Then, my dear Freud, then we employ the homing device and they return at once. It’s the modern way of working. It surprises me that on this point you should be so reactionary.’

‘You’re overfond of that word, Jan. People have only to disagree with you to be called reactionary. The reason you dislike seeing robots around is simply because you feel guilty about man’s dependence on slave machines. It may be a fashionable phobia, but it’s totally divorced from reality. Robots have no feelings, if I may quote one of the titles on our list, and your squeamishness will involve us in a large capital outlay.’

‘Squeamishness! These arguments ad hominem lead nowhere, Freddie. Birdlip Brothers will keep up with the times – as publishers of that distinguished science fiction classics series, the Prescience Library, Birdlip Brothers must keep up with the times, so there’s an end on it.’

They sped high over the sea toward the mist that hid the English coast. Averting his eyes from the panorama, Freud said feebly, ‘I’d really rather we discussed this when we were less tired.’

‘Thank you, I am not tired,’ January Birdlip said. And he closed his eyes and went to sleep just as a sickly cyclamen tint spread over the eastern cloudbank, announcing the sun. The great bridge with its thousand-foot spans turned straw colour, in indifferent contrast to the grey chop of waves in the Channel below.

Birdlip sank into his chair. Hippo obligingly lifted his feet onto the desk.

‘Thank you, Hippocrates, how kind. … You know I named you after the robot in those rather comic tales by – ah … oh dear, my memory, but still it doesn’t matter, and I’ve probably told you that anyway.’
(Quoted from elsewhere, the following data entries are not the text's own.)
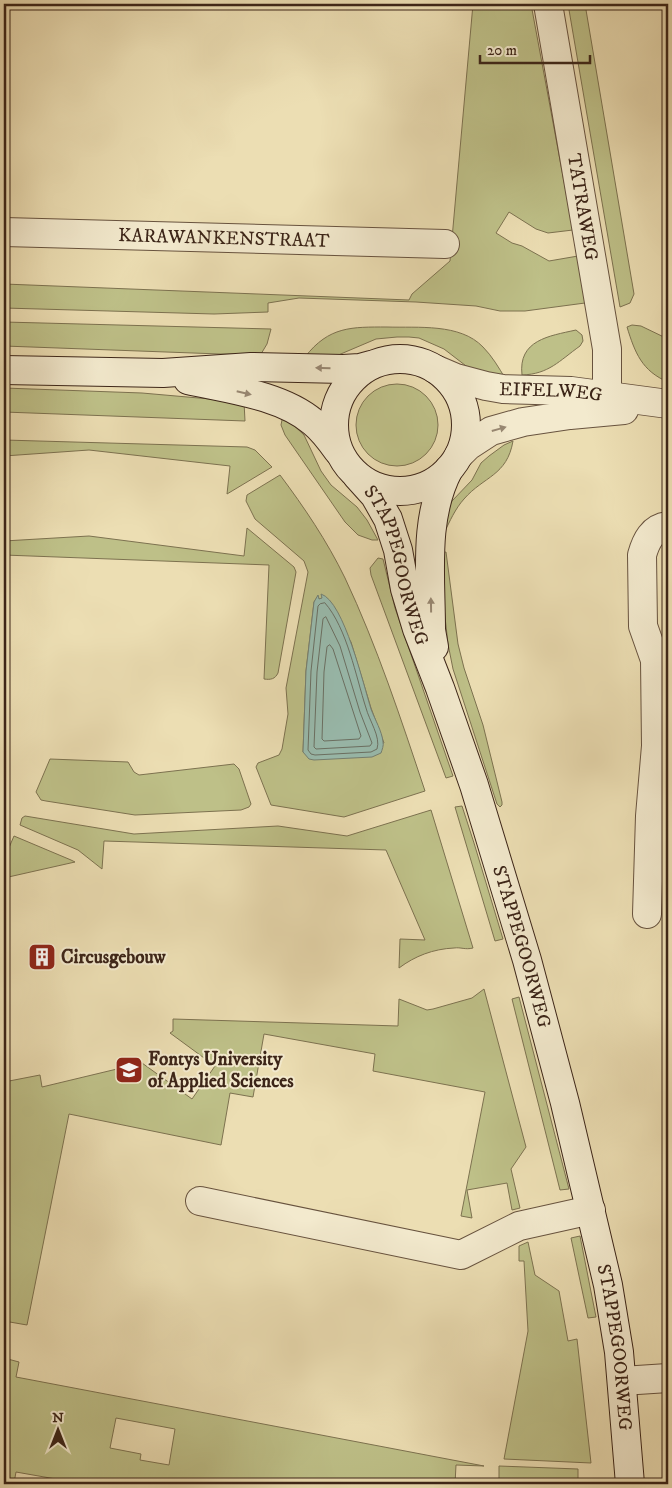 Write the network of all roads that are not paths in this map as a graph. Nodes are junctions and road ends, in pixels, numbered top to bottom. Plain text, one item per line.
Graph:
1 (548, 4) edge
2 (4, 232) edge
3 (445, 244) dead end
4 (371, 366) junction
5 (434, 369) junction
6 (4, 370) edge
7 (162, 374) junction
8 (607, 403) junction
9 (668, 406) edge
10 (339, 453) junction
11 (454, 462) junction
12 (357, 476) junction
13 (668, 526) edge
14 (440, 688) junction
15 (662, 746) edge
16 (647, 914) dead end
17 (200, 1201) dead end
18 (591, 1210) junction
19 (668, 1378) edge
20 (622, 1381) junction
21 (630, 1484) edge

1 - 8 street, TATRAWEG
2 - 3 street, KARAWANKENSTRAAT
4 - 5 street
4 -> 7 street
4 - 10 street
5 - 8 street, EIFELWEG
5 - 11 street
6 - 7 street
7 -> 10 street
8 - 9 street, EIFELWEG
11 -> 8 street, EIFELWEG
10 - 12 street
11 - 12 street
14 -> 11 street, STAPPEGOORWEG
12 - 14 street, STAPPEGOORWEG
13 - 15 street
14 - 18 street, STAPPEGOORWEG
15 - 16 street
17 - 18 street
18 - 20 street, STAPPEGOORWEG
19 - 20 street
20 - 21 street, STAPPEGOORWEG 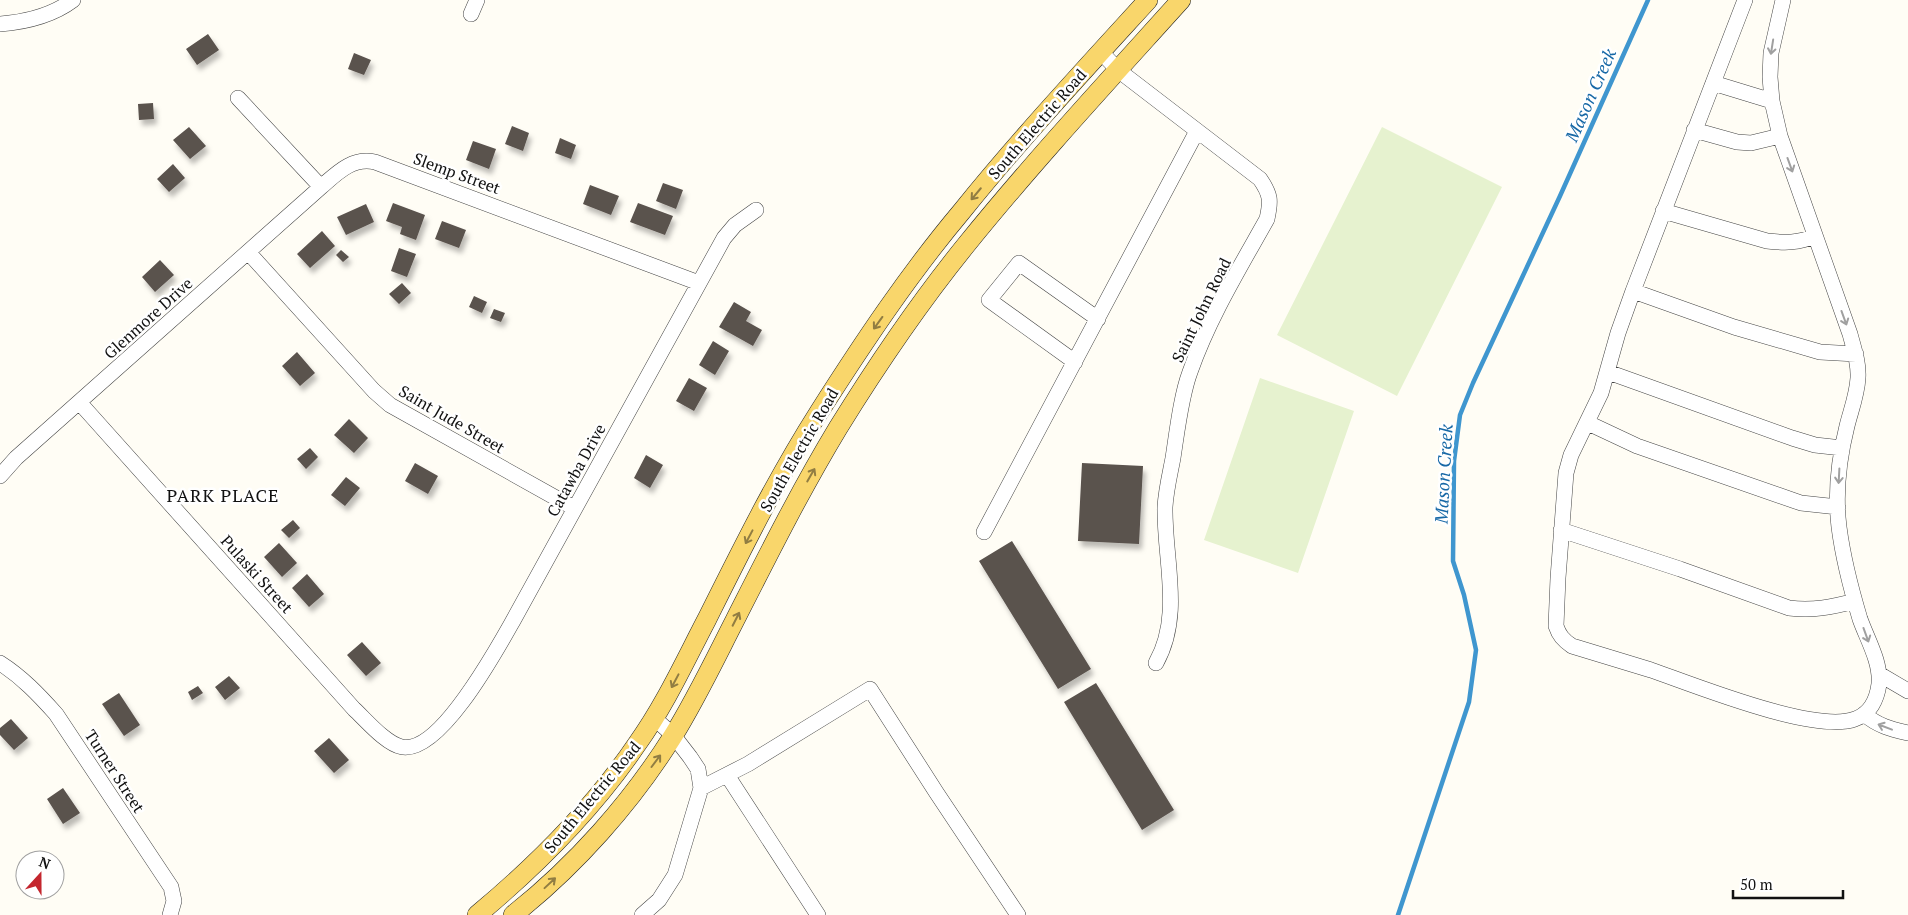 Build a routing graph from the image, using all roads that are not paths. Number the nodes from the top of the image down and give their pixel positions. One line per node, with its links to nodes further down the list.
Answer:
1 (73, 0): 6 (street)
2 (1148, 0): 7 (main road, South Electric Road)
3 (1182, 0): 8 (main road, South Electric Road)
4 (1745, 0): 9 (street)
5 (1783, 0): 11 (street, one-way to 11)
6 (0, 24)
7 (1100, 52): 8 (street, Saint John Road); 40 (main road, South Electric Road, one-way to 40)
8 (1118, 70): 13 (street, Saint John Road); 42 (main road, South Electric Road, one-way to 8)
9 (1713, 83): 11 (street); 12 (street)
10 (238, 98): 15 (street)
11 (1772, 101): 14 (street)
12 (1694, 130): 14 (street); 17 (street)
13 (1197, 131): 22 (street); 36 (street, Saint John Road)
14 (1780, 136): 18 (street, one-way to 18)
15 (320, 187): 19 (street, Glenmore Drive); 20 (street, Slemp Street)
16 (756, 210): 20 (street, Catawba Drive)
17 (1663, 211): 18 (street); 21 (street)
18 (1815, 236): 23 (street, one-way to 23)
19 (248, 252): 26 (street, Glenmore Drive); 31 (street, Saint Jude Street)
20 (700, 283): 31 (street, Catawba Drive)
21 (1633, 291): 23 (street); 25 (street)
22 (1098, 319): 24 (street); 24 (street)
23 (1856, 354): 28 (street)
24 (1074, 362): 33 (street)
25 (1608, 372): 27 (street); 28 (street)
26 (79, 402): 29 (street, Glenmore Drive); 43 (street, Pulaski Street)
27 (1588, 423): 30 (street); 32 (street)
28 (1842, 448): 30 (street, one-way to 30)
29 (0, 476)
30 (1838, 507): 34 (street)
31 (574, 508): 43 (street, Catawba Drive)
32 (1561, 530): 34 (street); 39 (street)
33 (984, 532)
34 (1855, 601): 37 (street, one-way to 37)
35 (0, 663): 46 (street, Turner Street)
36 (1156, 663)
37 (1879, 674): 38 (street); 39 (street)
38 (1908, 691)
39 (1864, 714): 41 (street, one-way to 39)
40 (654, 718): 42 (street); 47 (main road, South Electric Road)
41 (1908, 733)
42 (674, 735): 45 (street); 48 (main road, South Electric Road, one-way to 42)
43 (420, 744)
44 (727, 775): 45 (street); 50 (street); 51 (street)
45 (701, 788): 49 (street)
46 (170, 915)
47 (477, 915)
48 (513, 915)
49 (642, 915)
50 (818, 915)
51 (1018, 915)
‘The tales were by the pseudonymous René Lafayette, sir, flourished circa 1950, sir, and yes, you had told me.’

‘Probably I had. All right, Hippo, stand back. Please adjust yourself so that you don’t stand so close to me when you talk.’

‘At what distance should I stand, sir?’

Exasperatedly, he said, ‘Between one point five and two metres away.’ Romen had to have these silly precise instructions; really it was no wonder he wanted the wretched things out of the way when they were not in use … which recalled him to the point. It was sixteen o’clock on the day after their return from Paris, and the Rootes Group man was due to confer on the immediate installation of homing devices. Freud ought to be in on the discussion, just to keep the peace.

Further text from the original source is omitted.